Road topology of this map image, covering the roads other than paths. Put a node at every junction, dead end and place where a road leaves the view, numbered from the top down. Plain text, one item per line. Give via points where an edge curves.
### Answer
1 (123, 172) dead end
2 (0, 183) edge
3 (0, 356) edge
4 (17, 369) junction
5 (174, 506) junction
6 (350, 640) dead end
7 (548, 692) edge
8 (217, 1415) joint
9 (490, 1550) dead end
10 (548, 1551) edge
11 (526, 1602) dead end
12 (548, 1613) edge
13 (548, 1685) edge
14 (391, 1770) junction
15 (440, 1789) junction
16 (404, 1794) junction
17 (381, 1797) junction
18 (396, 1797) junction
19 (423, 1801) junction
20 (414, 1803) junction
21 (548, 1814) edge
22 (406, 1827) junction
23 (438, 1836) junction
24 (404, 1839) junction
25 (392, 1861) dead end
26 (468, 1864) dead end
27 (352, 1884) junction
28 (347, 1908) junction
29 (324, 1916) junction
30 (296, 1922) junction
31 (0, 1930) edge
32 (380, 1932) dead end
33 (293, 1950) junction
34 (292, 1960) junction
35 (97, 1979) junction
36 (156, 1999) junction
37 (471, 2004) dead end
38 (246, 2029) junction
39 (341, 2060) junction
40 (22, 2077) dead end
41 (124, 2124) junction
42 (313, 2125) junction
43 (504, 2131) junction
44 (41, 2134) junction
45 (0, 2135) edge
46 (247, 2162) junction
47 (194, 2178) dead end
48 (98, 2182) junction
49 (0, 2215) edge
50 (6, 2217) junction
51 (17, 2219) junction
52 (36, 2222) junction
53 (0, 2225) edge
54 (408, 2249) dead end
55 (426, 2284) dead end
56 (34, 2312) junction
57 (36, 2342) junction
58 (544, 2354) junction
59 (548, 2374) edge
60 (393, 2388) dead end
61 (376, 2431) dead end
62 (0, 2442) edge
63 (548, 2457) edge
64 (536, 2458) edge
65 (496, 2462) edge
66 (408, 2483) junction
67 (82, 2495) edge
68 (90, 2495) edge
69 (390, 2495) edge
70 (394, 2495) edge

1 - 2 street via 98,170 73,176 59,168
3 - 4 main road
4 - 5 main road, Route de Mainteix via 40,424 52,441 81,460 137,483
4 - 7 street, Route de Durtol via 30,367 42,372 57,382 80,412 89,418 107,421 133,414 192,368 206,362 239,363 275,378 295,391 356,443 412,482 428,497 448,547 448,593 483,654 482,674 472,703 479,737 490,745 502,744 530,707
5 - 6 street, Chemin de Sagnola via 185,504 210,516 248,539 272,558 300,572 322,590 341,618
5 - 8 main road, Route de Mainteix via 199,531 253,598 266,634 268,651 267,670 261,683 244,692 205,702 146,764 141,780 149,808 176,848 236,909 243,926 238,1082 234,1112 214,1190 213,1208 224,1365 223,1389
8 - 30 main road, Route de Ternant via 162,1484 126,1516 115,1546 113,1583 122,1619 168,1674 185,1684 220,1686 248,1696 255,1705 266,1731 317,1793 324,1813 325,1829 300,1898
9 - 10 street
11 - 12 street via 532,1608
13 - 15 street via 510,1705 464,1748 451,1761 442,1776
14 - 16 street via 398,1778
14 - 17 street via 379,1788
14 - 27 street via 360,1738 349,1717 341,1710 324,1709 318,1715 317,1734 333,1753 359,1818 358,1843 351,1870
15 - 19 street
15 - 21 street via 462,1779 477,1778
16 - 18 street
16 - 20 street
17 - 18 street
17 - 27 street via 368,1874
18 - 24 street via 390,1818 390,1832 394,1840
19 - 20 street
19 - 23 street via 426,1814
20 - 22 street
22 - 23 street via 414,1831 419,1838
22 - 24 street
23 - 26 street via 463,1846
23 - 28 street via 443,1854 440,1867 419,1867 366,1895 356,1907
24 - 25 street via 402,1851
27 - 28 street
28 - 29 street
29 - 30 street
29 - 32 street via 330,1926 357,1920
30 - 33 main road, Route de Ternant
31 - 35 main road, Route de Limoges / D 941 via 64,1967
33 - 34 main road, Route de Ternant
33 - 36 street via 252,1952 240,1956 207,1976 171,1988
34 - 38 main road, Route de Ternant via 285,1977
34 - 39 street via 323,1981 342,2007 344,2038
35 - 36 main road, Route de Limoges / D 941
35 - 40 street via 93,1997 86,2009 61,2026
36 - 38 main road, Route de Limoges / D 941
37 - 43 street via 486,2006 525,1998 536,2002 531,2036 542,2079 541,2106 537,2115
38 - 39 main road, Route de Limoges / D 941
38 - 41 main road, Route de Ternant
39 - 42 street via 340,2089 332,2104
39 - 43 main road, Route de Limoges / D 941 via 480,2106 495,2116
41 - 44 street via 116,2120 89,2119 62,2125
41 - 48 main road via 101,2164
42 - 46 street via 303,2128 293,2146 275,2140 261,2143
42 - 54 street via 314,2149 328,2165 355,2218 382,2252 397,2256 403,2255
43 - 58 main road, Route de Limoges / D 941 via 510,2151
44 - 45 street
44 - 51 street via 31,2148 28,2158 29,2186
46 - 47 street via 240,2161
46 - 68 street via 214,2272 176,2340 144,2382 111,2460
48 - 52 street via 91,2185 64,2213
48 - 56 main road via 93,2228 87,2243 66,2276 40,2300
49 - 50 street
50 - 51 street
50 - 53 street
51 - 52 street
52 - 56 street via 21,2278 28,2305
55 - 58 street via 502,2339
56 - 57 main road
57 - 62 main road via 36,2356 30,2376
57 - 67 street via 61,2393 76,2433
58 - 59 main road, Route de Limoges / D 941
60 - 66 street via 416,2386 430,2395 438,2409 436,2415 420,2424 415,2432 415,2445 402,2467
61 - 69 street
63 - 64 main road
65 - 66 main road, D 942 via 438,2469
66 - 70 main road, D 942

------------------------------------

▶ EXERCISE BRIEF:
Take the entries above and transcribe them exactly as they stand.

▶ ANSWER FOR THIS EXERCISE:
Road topology of this map image, covering the roads other than paths. Put a node at every junction, dead end and place where a road leaves the view, numbered from the top down. Plain text, one item per line. Give via points where an edge curves.
### Answer
1 (123, 172) dead end
2 (0, 183) edge
3 (0, 356) edge
4 (17, 369) junction
5 (174, 506) junction
6 (350, 640) dead end
7 (548, 692) edge
8 (217, 1415) joint
9 (490, 1550) dead end
10 (548, 1551) edge
11 (526, 1602) dead end
12 (548, 1613) edge
13 (548, 1685) edge
14 (391, 1770) junction
15 (440, 1789) junction
16 (404, 1794) junction
17 (381, 1797) junction
18 (396, 1797) junction
19 (423, 1801) junction
20 (414, 1803) junction
21 (548, 1814) edge
22 (406, 1827) junction
23 (438, 1836) junction
24 (404, 1839) junction
25 (392, 1861) dead end
26 (468, 1864) dead end
27 (352, 1884) junction
28 (347, 1908) junction
29 (324, 1916) junction
30 (296, 1922) junction
31 (0, 1930) edge
32 (380, 1932) dead end
33 (293, 1950) junction
34 (292, 1960) junction
35 (97, 1979) junction
36 (156, 1999) junction
37 (471, 2004) dead end
38 (246, 2029) junction
39 (341, 2060) junction
40 (22, 2077) dead end
41 (124, 2124) junction
42 (313, 2125) junction
43 (504, 2131) junction
44 (41, 2134) junction
45 (0, 2135) edge
46 (247, 2162) junction
47 (194, 2178) dead end
48 (98, 2182) junction
49 (0, 2215) edge
50 (6, 2217) junction
51 (17, 2219) junction
52 (36, 2222) junction
53 (0, 2225) edge
54 (408, 2249) dead end
55 (426, 2284) dead end
56 (34, 2312) junction
57 (36, 2342) junction
58 (544, 2354) junction
59 (548, 2374) edge
60 (393, 2388) dead end
61 (376, 2431) dead end
62 (0, 2442) edge
63 (548, 2457) edge
64 (536, 2458) edge
65 (496, 2462) edge
66 (408, 2483) junction
67 (82, 2495) edge
68 (90, 2495) edge
69 (390, 2495) edge
70 (394, 2495) edge

1 - 2 street via 98,170 73,176 59,168
3 - 4 main road
4 - 5 main road, Route de Mainteix via 40,424 52,441 81,460 137,483
4 - 7 street, Route de Durtol via 30,367 42,372 57,382 80,412 89,418 107,421 133,414 192,368 206,362 239,363 275,378 295,391 356,443 412,482 428,497 448,547 448,593 483,654 482,674 472,703 479,737 490,745 502,744 530,707
5 - 6 street, Chemin de Sagnola via 185,504 210,516 248,539 272,558 300,572 322,590 341,618
5 - 8 main road, Route de Mainteix via 199,531 253,598 266,634 268,651 267,670 261,683 244,692 205,702 146,764 141,780 149,808 176,848 236,909 243,926 238,1082 234,1112 214,1190 213,1208 224,1365 223,1389
8 - 30 main road, Route de Ternant via 162,1484 126,1516 115,1546 113,1583 122,1619 168,1674 185,1684 220,1686 248,1696 255,1705 266,1731 317,1793 324,1813 325,1829 300,1898
9 - 10 street
11 - 12 street via 532,1608
13 - 15 street via 510,1705 464,1748 451,1761 442,1776
14 - 16 street via 398,1778
14 - 17 street via 379,1788
14 - 27 street via 360,1738 349,1717 341,1710 324,1709 318,1715 317,1734 333,1753 359,1818 358,1843 351,1870
15 - 19 street
15 - 21 street via 462,1779 477,1778
16 - 18 street
16 - 20 street
17 - 18 street
17 - 27 street via 368,1874
18 - 24 street via 390,1818 390,1832 394,1840
19 - 20 street
19 - 23 street via 426,1814
20 - 22 street
22 - 23 street via 414,1831 419,1838
22 - 24 street
23 - 26 street via 463,1846
23 - 28 street via 443,1854 440,1867 419,1867 366,1895 356,1907
24 - 25 street via 402,1851
27 - 28 street
28 - 29 street
29 - 30 street
29 - 32 street via 330,1926 357,1920
30 - 33 main road, Route de Ternant
31 - 35 main road, Route de Limoges / D 941 via 64,1967
33 - 34 main road, Route de Ternant
33 - 36 street via 252,1952 240,1956 207,1976 171,1988
34 - 38 main road, Route de Ternant via 285,1977
34 - 39 street via 323,1981 342,2007 344,2038
35 - 36 main road, Route de Limoges / D 941
35 - 40 street via 93,1997 86,2009 61,2026
36 - 38 main road, Route de Limoges / D 941
37 - 43 street via 486,2006 525,1998 536,2002 531,2036 542,2079 541,2106 537,2115
38 - 39 main road, Route de Limoges / D 941
38 - 41 main road, Route de Ternant
39 - 42 street via 340,2089 332,2104
39 - 43 main road, Route de Limoges / D 941 via 480,2106 495,2116
41 - 44 street via 116,2120 89,2119 62,2125
41 - 48 main road via 101,2164
42 - 46 street via 303,2128 293,2146 275,2140 261,2143
42 - 54 street via 314,2149 328,2165 355,2218 382,2252 397,2256 403,2255
43 - 58 main road, Route de Limoges / D 941 via 510,2151
44 - 45 street
44 - 51 street via 31,2148 28,2158 29,2186
46 - 47 street via 240,2161
46 - 68 street via 214,2272 176,2340 144,2382 111,2460
48 - 52 street via 91,2185 64,2213
48 - 56 main road via 93,2228 87,2243 66,2276 40,2300
49 - 50 street
50 - 51 street
50 - 53 street
51 - 52 street
52 - 56 street via 21,2278 28,2305
55 - 58 street via 502,2339
56 - 57 main road
57 - 62 main road via 36,2356 30,2376
57 - 67 street via 61,2393 76,2433
58 - 59 main road, Route de Limoges / D 941
60 - 66 street via 416,2386 430,2395 438,2409 436,2415 420,2424 415,2432 415,2445 402,2467
61 - 69 street
63 - 64 main road
65 - 66 main road, D 942 via 438,2469
66 - 70 main road, D 942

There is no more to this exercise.